One day the eagle, the head of the council, sent the Cu bird to call other birds to a meeting, but it was so entranced by the reflection of its feathers in a lake that it completely forgot the task. When the eagle came to the appointed place, nobody was there. Angry, the eagle went looking for other birds and they all started quarrelling about who was to blame. Their noise and shouting woke up the god of forests. He sent a silent bird to quieten them down, but being silent, it was ignored by the quarrelling birds. The god became angry and took away the birds' speech.

All the birds blamed the situation on the Cu bird for neglecting its task, and on the owl, because giving the Cu bird a beautiful plumage was its idea. So they promised them a lesson. Now both the owl and the Cu bird hide from other birds in the dark and the Cu bird's beautiful plumage serves no purpose because no one can see it in the light of the Sun.

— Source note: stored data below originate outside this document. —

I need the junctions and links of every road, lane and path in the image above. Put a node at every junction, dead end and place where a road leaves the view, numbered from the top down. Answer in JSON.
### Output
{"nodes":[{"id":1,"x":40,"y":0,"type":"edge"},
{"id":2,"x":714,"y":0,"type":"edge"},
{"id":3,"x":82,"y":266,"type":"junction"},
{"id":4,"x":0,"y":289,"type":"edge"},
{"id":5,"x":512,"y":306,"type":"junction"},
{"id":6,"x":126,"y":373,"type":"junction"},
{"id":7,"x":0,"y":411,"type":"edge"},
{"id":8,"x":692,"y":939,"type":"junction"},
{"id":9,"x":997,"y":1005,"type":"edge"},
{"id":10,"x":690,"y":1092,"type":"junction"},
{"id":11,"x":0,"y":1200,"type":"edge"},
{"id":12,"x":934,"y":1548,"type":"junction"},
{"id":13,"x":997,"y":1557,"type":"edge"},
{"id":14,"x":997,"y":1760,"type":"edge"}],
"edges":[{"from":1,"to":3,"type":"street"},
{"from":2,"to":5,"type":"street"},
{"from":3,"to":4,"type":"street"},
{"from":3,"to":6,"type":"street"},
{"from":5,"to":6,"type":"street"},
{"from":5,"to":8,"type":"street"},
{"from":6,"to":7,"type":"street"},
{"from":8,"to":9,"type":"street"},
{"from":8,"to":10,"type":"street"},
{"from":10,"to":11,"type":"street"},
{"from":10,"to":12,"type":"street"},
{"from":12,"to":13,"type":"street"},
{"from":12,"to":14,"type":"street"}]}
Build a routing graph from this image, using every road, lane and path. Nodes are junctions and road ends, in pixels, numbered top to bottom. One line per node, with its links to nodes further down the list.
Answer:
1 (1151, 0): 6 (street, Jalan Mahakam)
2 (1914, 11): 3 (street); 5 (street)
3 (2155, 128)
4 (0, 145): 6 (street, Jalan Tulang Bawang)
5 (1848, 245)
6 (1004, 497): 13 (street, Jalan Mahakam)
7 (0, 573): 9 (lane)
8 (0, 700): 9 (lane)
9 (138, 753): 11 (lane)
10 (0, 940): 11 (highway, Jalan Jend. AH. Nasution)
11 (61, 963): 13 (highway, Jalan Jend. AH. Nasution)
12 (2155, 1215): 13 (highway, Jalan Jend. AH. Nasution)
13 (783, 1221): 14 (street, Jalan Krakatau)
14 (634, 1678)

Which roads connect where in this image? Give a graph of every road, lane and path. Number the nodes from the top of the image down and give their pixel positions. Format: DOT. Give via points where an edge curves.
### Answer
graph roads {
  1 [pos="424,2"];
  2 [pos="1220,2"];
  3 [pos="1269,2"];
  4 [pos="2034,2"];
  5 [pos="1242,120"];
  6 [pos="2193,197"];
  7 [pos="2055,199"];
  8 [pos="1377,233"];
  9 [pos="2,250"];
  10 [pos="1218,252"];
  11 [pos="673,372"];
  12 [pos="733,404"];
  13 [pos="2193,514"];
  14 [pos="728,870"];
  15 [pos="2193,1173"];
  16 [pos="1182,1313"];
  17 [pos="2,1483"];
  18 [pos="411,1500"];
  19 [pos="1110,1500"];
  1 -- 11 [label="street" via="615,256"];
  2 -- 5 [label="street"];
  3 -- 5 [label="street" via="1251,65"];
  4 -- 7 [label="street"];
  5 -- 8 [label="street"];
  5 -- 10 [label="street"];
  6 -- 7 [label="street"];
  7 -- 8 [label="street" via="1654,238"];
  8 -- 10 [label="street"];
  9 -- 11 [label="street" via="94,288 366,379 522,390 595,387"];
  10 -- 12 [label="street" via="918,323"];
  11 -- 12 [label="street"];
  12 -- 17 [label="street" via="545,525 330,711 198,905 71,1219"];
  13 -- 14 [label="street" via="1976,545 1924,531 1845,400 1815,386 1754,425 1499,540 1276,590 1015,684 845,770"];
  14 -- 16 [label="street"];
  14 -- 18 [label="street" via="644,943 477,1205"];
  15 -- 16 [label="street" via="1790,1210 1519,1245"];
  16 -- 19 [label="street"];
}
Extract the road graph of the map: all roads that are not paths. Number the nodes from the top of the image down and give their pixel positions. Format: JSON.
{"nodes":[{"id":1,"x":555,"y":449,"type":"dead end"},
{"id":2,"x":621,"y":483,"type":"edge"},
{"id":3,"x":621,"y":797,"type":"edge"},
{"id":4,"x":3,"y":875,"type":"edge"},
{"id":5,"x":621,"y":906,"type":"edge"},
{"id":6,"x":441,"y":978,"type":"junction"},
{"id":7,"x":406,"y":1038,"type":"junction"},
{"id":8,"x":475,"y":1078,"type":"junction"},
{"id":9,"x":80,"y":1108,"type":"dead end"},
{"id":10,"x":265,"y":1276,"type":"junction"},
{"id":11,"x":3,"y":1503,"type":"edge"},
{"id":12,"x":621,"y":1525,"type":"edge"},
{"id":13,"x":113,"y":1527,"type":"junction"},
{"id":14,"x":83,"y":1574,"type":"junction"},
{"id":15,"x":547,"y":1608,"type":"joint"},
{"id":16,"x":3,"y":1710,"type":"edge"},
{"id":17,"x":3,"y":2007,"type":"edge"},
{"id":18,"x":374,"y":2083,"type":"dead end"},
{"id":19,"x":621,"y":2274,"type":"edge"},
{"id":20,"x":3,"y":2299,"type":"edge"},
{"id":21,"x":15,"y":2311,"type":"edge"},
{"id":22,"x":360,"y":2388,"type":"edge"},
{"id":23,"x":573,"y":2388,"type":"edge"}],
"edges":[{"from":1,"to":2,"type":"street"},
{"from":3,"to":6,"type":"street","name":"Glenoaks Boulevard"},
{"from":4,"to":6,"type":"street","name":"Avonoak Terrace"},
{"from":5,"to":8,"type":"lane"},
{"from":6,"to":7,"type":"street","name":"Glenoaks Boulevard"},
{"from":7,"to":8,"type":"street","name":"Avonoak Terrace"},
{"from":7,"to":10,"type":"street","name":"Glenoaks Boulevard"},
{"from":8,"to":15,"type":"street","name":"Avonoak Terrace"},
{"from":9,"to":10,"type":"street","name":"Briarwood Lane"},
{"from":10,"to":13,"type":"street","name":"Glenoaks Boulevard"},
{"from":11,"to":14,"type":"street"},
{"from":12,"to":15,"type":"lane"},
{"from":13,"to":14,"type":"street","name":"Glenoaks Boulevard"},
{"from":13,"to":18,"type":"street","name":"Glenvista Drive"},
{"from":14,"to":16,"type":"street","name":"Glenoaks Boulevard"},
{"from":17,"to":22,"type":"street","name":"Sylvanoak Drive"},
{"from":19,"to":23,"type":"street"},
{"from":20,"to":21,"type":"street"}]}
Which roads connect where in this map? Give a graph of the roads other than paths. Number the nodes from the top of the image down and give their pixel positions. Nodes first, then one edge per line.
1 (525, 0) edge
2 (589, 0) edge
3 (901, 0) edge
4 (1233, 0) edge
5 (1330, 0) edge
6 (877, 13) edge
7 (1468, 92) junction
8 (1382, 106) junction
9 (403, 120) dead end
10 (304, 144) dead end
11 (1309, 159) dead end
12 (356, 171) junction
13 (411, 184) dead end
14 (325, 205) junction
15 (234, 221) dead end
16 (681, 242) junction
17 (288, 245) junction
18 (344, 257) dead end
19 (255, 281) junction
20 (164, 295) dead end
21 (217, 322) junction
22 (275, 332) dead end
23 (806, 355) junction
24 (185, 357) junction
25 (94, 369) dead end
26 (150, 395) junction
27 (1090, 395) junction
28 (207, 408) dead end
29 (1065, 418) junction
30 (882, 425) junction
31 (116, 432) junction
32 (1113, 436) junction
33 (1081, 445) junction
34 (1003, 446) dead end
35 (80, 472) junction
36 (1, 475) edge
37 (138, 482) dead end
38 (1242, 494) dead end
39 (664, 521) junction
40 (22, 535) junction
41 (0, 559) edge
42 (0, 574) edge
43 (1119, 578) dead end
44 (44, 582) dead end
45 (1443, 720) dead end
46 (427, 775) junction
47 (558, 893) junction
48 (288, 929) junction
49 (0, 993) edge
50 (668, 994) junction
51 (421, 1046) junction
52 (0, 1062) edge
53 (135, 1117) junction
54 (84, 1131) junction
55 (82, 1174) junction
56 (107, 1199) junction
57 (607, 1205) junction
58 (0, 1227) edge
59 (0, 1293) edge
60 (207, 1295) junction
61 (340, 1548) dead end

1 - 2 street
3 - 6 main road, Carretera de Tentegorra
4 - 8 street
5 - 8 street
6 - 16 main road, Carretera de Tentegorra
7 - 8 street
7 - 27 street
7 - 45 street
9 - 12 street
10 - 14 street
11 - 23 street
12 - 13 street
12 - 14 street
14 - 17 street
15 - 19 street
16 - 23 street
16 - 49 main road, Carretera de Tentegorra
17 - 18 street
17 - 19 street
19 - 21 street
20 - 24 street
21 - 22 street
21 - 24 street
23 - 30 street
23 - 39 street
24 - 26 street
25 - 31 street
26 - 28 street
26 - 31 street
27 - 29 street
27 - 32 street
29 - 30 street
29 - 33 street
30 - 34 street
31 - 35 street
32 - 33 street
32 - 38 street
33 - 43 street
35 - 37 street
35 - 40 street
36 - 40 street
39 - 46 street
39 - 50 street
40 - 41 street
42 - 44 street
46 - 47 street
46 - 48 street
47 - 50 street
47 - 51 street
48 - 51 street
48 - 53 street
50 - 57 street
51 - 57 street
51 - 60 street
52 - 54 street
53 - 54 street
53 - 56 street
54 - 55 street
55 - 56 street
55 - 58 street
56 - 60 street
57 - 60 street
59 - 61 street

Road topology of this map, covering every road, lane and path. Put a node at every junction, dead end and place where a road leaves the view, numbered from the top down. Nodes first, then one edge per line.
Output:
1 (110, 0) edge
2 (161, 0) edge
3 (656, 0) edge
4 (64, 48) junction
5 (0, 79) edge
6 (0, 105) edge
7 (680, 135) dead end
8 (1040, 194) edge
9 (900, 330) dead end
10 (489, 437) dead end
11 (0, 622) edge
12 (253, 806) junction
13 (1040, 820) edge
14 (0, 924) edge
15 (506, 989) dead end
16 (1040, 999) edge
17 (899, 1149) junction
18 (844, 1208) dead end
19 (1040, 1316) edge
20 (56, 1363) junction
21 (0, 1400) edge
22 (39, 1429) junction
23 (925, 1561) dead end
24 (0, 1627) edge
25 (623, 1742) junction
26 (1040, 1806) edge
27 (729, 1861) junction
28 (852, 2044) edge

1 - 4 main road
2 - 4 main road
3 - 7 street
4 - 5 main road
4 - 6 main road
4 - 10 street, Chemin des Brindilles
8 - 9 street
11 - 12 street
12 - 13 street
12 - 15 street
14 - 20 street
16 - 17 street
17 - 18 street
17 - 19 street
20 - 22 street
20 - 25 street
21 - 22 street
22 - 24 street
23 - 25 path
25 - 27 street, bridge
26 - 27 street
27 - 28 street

Another version is a ballad. The Cu bird has no feathers, so the barn owl and the hoot owl (tecolote) organize all the birds to donate a feather each to it; the hoot owl guarantees that the Cu bird will not be a "traitor". However, once the Cu bird is dressed, it flies to better lands, and the other birds blame the hoot owl. This is why the latter calls at night to the Cu bird, Ticú-ticú, and why it cannot see during the day.

There is a song titled "El pájaro cu" in the Mexican Son Jarocho style.

According to one source, pájaro cu is a name used in the Yucatan Peninsula for the russet-crowned motmot, a colorful bird.